The Collective Bargaining Agreement allows Graham to appeal the decision to a three-member Appeals Panel within 10 days of the decision. The NFLPA announced in a statement they will "carefully determine next steps in this matter."
Graham had filed a grievance arguing that he deserved to be designated as a wide receiver under the franchise tag because he spent more time out wide and in the slot than at the line of the scrimmage, as tight ends did in the past.
Burbank concluded that Graham was aligned close enough to the line of scrimmage (four yards) for a majority of plays to be disqualified from the wide-receiver designation. Essentially, the slot doesn't count as out wide for franchise-tag purposes.

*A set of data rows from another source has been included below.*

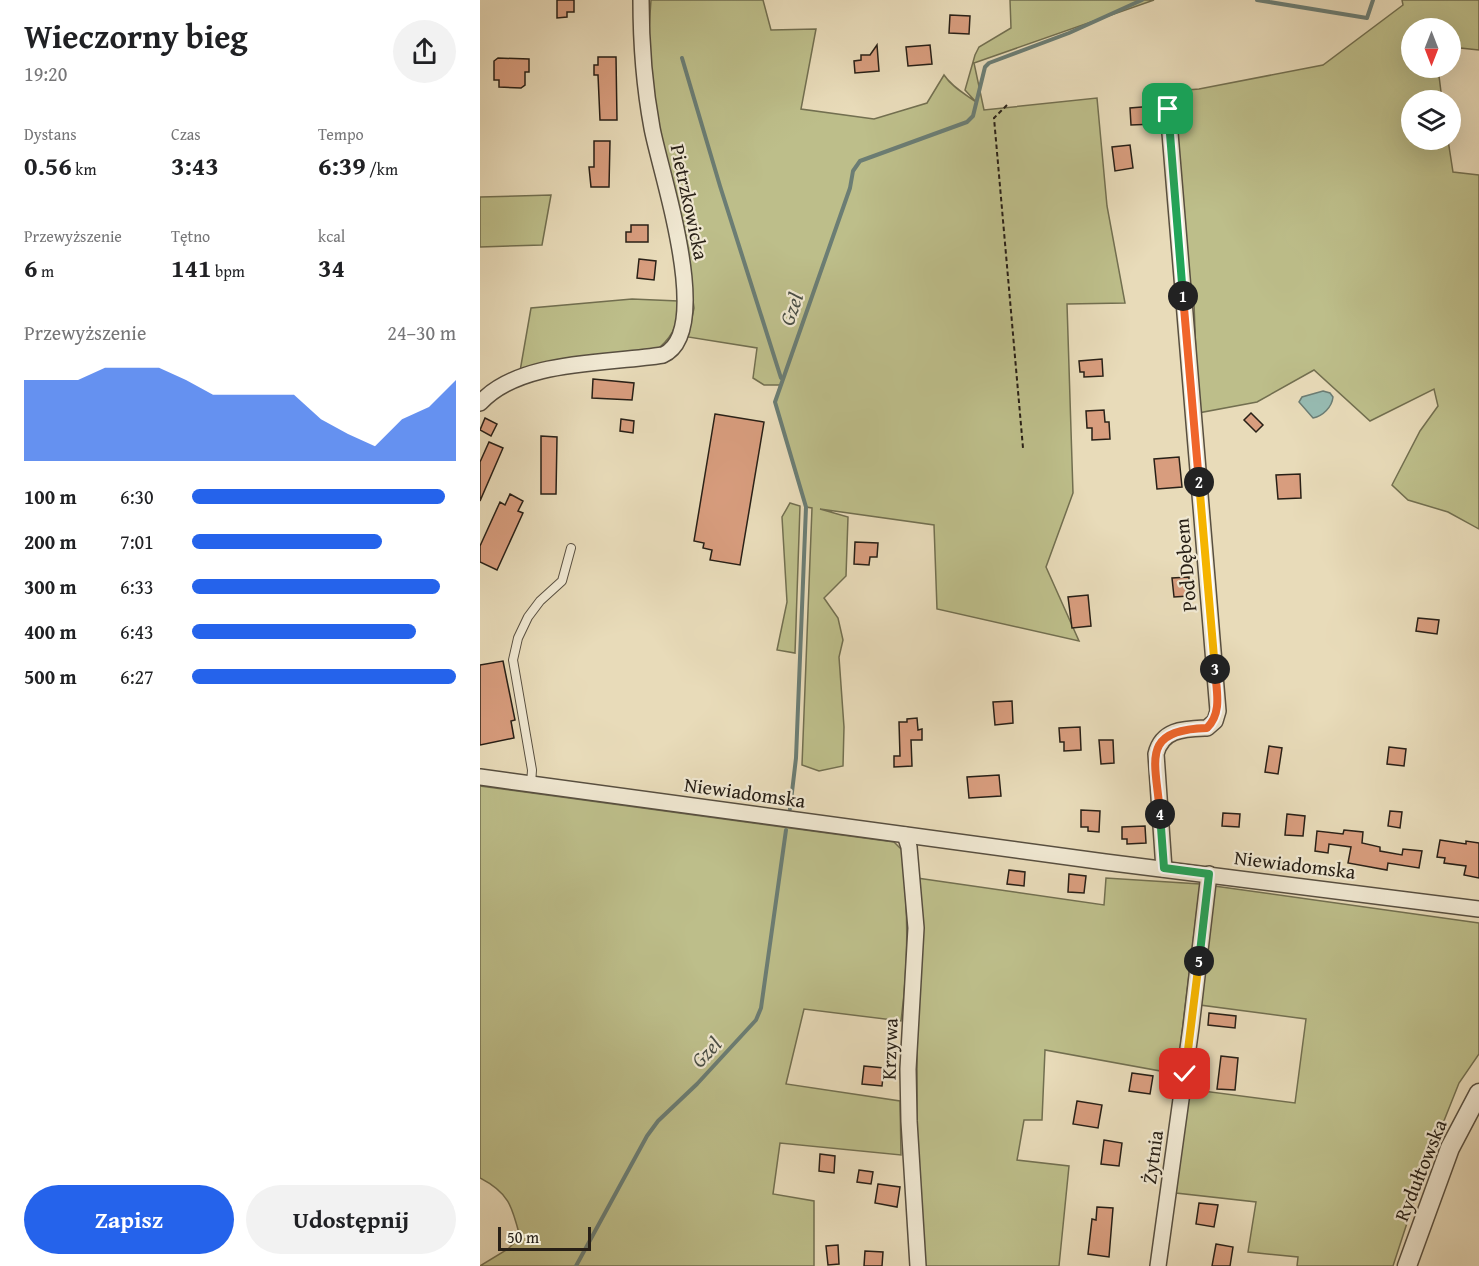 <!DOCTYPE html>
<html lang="pl">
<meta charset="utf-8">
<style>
:root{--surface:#fff;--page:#f2f2f2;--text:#202124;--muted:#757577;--accent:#2563eb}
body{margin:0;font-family:"Gentium Book Plus",serif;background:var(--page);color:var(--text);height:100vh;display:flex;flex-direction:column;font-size:22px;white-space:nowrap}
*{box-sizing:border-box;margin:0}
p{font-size:20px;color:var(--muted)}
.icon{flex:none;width:33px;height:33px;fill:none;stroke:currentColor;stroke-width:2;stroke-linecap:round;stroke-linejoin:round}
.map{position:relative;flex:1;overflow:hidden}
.drawer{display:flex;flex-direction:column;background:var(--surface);width:480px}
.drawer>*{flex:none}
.needle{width:39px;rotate:180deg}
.buttons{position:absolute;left:921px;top:18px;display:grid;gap:12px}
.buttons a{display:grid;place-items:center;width:60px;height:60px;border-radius:50%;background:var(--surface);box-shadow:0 6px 24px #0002;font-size:30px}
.scale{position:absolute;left:18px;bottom:15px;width:93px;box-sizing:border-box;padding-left:6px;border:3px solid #282017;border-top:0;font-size:16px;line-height:21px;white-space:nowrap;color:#282017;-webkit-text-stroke:4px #f0e8d2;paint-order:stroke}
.pin{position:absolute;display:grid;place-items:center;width:51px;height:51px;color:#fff;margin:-26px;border-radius:12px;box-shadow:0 3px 9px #0006}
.km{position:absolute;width:30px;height:30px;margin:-15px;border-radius:50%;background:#222;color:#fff;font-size:16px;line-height:30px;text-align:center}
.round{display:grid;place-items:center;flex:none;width:63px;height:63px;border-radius:32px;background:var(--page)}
.overview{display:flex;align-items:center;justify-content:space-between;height:102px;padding:0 24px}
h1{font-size:33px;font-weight:700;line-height:45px}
.metrics{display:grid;grid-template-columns:repeat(3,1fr);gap:9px;height:102px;padding:6px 24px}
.metrics div{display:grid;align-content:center}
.metrics b{font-size:26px;font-weight:700}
.metrics small{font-size:16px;font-weight:400}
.metrics p{font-size:16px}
.chart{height:168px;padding:12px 24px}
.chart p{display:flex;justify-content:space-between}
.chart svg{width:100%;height:108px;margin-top:6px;fill:var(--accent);opacity:.7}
.action{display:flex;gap:12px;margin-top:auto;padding:12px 24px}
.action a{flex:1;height:69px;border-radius:36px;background:var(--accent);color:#fff;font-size:24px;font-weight:700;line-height:69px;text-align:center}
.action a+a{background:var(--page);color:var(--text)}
ul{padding:0 24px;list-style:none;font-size:20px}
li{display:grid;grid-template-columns:96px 72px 1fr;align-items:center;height:45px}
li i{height:15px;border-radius:8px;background:var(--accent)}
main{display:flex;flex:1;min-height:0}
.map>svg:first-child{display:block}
.green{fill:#bdbe8a;stroke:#726f50;stroke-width:1.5}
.water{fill:#97bbb2;stroke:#6b7d74;stroke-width:1.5}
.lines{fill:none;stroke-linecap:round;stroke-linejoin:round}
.stream{stroke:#6b7d74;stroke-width:4}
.building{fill:#d89d7e;stroke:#282017;stroke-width:1.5}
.service-casing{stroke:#584f40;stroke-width:10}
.minor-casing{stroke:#584f40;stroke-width:18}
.tertiary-casing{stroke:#584f40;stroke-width:21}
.path{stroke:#282017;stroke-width:2;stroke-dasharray:4.5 3;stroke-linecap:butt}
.service{stroke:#f0e8d2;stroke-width:8}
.minor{stroke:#f0e8d2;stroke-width:15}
.tertiary{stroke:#f0e8d2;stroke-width:18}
.split-1-casing{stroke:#fff;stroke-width:12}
.split-2-casing{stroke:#fff;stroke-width:12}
.split-3-casing{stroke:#fff;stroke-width:12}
.split-4-casing{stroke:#fff;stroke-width:12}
.split-5-casing{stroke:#fff;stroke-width:12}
.split-6-casing{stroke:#fff;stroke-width:12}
.split-1{stroke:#22a559;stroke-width:8}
.split-2{stroke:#f0652b;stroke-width:8}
.split-3{stroke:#f5b400;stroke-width:8}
.split-4{stroke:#f0652b;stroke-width:8}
.split-5{stroke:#22a559;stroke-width:8}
.split-6{stroke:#f5b400;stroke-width:8}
.labels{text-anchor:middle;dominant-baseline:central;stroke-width:4.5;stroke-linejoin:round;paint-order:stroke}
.street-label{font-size:20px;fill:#282017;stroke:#f0e8d2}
.water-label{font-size:21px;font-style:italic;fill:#494e46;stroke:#f0e8d2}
</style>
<main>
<section class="drawer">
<div class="overview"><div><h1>Wieczorny bieg</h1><p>19:20</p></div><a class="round"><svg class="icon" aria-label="share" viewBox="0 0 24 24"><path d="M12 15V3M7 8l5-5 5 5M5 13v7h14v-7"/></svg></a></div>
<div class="metrics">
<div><p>Dystans</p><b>0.56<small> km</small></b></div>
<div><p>Czas</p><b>3:43</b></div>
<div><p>Tempo</p><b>6:39<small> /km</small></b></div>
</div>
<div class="metrics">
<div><p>Przewyższenie</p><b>6<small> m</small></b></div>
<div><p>Tętno</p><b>141<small> bpm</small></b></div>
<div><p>kcal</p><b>34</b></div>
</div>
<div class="chart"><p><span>Przewyższenie</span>24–30 m</p>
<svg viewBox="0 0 160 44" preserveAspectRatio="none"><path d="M0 44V11L10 11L20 11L30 6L40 6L50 6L60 11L70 17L80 17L90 17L100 17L110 27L120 33L130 38L140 27L150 22L160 11V44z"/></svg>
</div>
<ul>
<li><b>100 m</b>6:30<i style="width:96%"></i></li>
<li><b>200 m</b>7:01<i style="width:72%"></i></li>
<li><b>300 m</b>6:33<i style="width:94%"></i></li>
<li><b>400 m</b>6:43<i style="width:85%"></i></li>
<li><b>500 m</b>6:27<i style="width:100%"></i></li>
</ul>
<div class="action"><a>Zapisz</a><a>Udostępnij</a></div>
</section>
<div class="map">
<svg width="999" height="1266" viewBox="0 0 999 1266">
<rect width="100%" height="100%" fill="#e8dbb9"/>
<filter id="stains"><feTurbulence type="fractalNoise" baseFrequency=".00333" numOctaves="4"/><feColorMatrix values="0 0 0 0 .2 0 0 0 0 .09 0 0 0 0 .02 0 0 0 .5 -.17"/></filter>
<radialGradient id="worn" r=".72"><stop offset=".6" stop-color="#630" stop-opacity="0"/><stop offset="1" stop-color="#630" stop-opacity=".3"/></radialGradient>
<g class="green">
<path d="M171,0H283L291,30L336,29L321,109L394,119L447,103L464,75C472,87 485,94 496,102L485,90L495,55L499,47L531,28L530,0H674L494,63L504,110L617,98L627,206L645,303L587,304L593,493L566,567L599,641L457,609L454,525L340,509L368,517L366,576L344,598L358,618L363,640L359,657L364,727L363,766L339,771L322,765L332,508L326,507L295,402L300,385H284L273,378L277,348L208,337L214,308L202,221L180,136L167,58Z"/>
<polygon points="922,0 999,0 999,50 971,47 970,28 932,28 932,68 958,68 962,100 932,100 932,140 968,140 973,172 999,175 999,529 968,512 928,500 912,485 940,431 958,406 954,389 890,421 834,370 777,402 718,413 714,303 709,303 695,91 719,89 843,65 923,5"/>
<polygon points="71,195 62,245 0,247 0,197"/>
<path d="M152,299L198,301C198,323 195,334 179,348L40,371L51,308Z"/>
<polygon points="310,503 320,506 315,653 297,650 307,602 302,517"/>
<path d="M0,786L414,842L422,850C428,911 429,959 421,1021L324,1009L306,1084L420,1101L421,1155L300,1143L293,1194L334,1201V1266H0L28,1249L40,1237C32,1206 29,1193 0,1178Z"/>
<polygon points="437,878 624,905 626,878 720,884 697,1074 565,1050 562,1120 544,1120 537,1160 589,1166 579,1266 444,1266 437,1135"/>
<polygon points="727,885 999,923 999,1054 979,1083 944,1171 913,1266 817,1266 818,1257 768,1252 776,1202 696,1193 708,1089 815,1103 826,1019 720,1005"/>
</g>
<path class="water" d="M843,391L850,393L853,397C852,407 843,416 833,418L819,402L822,397Z"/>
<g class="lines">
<g class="stream">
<polyline points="777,0 887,18 893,0"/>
<polyline points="202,58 240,186 301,378"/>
<polyline points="310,809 316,758 326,507 295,402 370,188 373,171 380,161 487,122 493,116 505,67 509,63 589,33 662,0"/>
<polyline points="96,1266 167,1136 178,1121 217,1084 276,1020 281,1008 306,830"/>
</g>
</g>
<g class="building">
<polygon points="77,0 94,0 94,12 87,12 87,17 77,18"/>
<polygon points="470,15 490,16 489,34 469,33"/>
<polygon points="397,45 399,71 375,73 374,61 381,60 381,55 390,55"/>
<polygon points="450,45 452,64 428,66 426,47"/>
<polygon points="118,57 136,57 137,120 120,120 118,75 114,75 114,65 118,65"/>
<polygon points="18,58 49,59 49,72 45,72 45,85 41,88 19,87 19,80 14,80 14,61"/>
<polygon points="674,106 675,124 651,125 650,108"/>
<polygon points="114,141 130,141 129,187 111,187 109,167 114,167"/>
<polygon points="650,145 653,168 635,171 632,147"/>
<polygon points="151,225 168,225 168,242 146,242 146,232 151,232"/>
<polygon points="159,259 176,261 174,280 157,278"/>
<polygon points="622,359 623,376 604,377 604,372 600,372 599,361"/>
<polygon points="113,379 154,383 152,400 112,398"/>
<polygon points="624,410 625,422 629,422 630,439 612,440 612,428 607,428 606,411"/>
<polygon points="771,413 783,425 776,432 764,420"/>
<polygon points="235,414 284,422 260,565 230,560 232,550 223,548 224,543 214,541"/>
<polygon points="5,418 17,424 11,436 0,430"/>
<polygon points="141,419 154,421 153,433 140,431"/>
<polygon points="61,436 77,437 76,494 61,494"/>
<polygon points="9,442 23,448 0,501 0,462"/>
<polygon points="699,457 702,487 677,489 674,459"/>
<polygon points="820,474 821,498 798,499 796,475"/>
<polygon points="30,494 43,501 38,511 43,513 17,570 0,562 0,546 20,502 25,505"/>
<polygon points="375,542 398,543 397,557 390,557 389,565 374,564"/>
<polygon points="709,577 709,596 694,597 692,578"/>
<polygon points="608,595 611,626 592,628 588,597"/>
<polygon points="938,618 959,620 957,634 936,631"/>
<polygon points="23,661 35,720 31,721 34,738 0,745 0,665"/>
<polygon points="532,701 533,723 515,725 513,702"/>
<polygon points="437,718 438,730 442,729 442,740 431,740 432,766 414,767 414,756 420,756 419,722 427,722 427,719"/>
<polygon points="600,727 601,750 584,751 584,742 580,742 579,728"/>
<polygon points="619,740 633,740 634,763 621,764"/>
<polygon points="789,746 802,748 798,774 785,772"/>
<polygon points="909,747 926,749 924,766 907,764"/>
<polygon points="519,775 521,796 489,798 487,777"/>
<polygon points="601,810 620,811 619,832 608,831 608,827 601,827"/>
<polygon points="910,811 922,812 920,828 908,826"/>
<polygon points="743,813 760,814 759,827 742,826"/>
<polygon points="807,814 825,816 823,836 805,835"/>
<polygon points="665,826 666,843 647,844 647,839 642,839 642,827"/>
<polygon points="864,830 883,832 882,843 900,847 900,851 922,855 923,849 942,851 939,868 908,863 907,870 868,863 871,847 849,844 848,853 835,851 837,831 863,834"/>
<polygon points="960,840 986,844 986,841 999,843 999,878 984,875 986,866 964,863 965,858 957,857"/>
<polygon points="529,870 545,872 544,886 527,884"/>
<polygon points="589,874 606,876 604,893 588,892"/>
<polygon points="729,1013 756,1016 755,1028 728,1025"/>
<polygon points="741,1056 758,1058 755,1090 737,1089"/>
<polygon points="384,1066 404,1068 402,1086 382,1084"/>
<polygon points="652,1073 673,1076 670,1094 649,1091"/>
<polygon points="597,1101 622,1105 618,1128 593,1124"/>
<polygon points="624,1140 642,1143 639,1166 621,1164"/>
<polygon points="340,1154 355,1156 354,1173 339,1171"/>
<polygon points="379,1170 393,1172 391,1184 377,1182"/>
<polygon points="398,1184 420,1187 417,1207 395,1203"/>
<polygon points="719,1203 738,1205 734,1227 716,1224"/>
<polygon points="617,1207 633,1208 629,1257 608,1254 612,1219 616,1220"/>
<polygon points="736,1244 753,1247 750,1266 732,1266"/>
<polygon points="358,1245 359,1264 348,1265 346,1246"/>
<polygon points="385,1251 403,1252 402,1266 384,1266"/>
</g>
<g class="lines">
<g class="service-casing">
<polyline id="service" points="51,784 52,770 33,660 38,638 48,617 60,601 82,581 91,548"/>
</g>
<g class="minor-casing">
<g id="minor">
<path d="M0,403C40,359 128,364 183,355C235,332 180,172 172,128C164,85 161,44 161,0"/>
<polyline points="0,777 625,862 999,909"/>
<polyline points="425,835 429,847 436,928 428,1069 429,1121 438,1266"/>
<path d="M684,869L676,754C682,729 704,729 727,728L735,721L738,711L688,109"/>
<polyline points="678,1266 711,1027 729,874"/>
</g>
</g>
<g class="tertiary-casing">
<polyline id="tertiary" points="927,1266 970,1148 999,1093"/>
</g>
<polyline class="path" points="527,105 514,118 543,448"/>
<use href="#service" class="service"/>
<use href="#minor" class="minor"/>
<use href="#tertiary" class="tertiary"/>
</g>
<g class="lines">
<g class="split-1-casing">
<polyline id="split-1" points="688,109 703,296"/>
</g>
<g class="split-2-casing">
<polyline id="split-2" points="703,296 719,482"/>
</g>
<g class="split-3-casing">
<polyline id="split-3" points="719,482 735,669"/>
</g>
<g class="split-4-casing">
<path id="split-4" d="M680,814C676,761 659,730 727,728C743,712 736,690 735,669"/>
</g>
<g class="split-5-casing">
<polyline id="split-5" points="680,814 684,868 729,874 719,961"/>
</g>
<g class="split-6-casing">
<polyline id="split-6" points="705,1074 719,961"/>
</g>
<use href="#split-1" class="split-1"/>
<use href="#split-2" class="split-2"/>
<use href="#split-3" class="split-3"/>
<use href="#split-4" class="split-4"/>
<use href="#split-5" class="split-5"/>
<use href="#split-6" class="split-6"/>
</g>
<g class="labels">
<g class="street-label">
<text transform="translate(210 202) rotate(78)">Pietrzkowicka</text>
<text transform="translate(705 565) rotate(-95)">Pod Dębem</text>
<text transform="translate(265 792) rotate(8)">Niewiadomska</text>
<text transform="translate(815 864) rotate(7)">Niewiadomska</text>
<text transform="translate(409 1049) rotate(-88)">Krzywa</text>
<text transform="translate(672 1157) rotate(-82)">Żytnia</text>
<text transform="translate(940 1170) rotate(-68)">Rydułtowska</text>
</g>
<g class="water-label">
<text transform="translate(311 309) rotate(-71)">Gzel</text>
<text transform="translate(226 1052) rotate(-47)">Gzel</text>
</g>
</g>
<rect width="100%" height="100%" filter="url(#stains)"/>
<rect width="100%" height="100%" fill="url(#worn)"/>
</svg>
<div class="buttons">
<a><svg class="needle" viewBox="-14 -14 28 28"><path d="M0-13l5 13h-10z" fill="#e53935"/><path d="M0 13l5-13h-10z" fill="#757577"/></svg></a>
<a><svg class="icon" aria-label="layers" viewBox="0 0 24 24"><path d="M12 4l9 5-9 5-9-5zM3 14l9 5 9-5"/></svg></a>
</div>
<div class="scale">50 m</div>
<div class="pin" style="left:688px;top:109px;background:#1e9e55"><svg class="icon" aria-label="arrive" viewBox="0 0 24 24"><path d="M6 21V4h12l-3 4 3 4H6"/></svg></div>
<div class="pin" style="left:705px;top:1074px;background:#d93025"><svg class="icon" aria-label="check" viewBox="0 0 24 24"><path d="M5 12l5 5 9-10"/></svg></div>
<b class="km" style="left:703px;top:296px">1</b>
<b class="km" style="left:719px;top:482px">2</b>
<b class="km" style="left:735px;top:669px">3</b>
<b class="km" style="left:680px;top:814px">4</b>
<b class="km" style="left:719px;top:961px">5</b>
</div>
</main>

That decision will set a precedent for future disputes.
The ruling comes as no surprise to us. Graham identifies himself as a tight end in his Twitter bio. He goes to meetings in the tight end room. He aligns out wide and in the slot because that's what tight ends do in today's NFL.
The traditional definition of a tight end is outdated. More germane to the conversation at hand, it places an unreasonable cap on the value of the best "joker" tight ends -- a relatively new position that deserves to be compensated at a rate closer to wide receiver.
The upshot for Graham is that he only loses a modicum of leverage in long-term talks with the Saints. One of the primary reasons for his grievance was an avenue to significantly raise the guaranteed portion of his next contract.
If Graham does not reach agreement with the organization on a new contract by the July 15 deadline, he will play out the season under the $7.053 million franchise tag. We fully expect Graham to remain in New Orleans under a new deal, whether that happens in the next two weeks or in the 2015 offseason.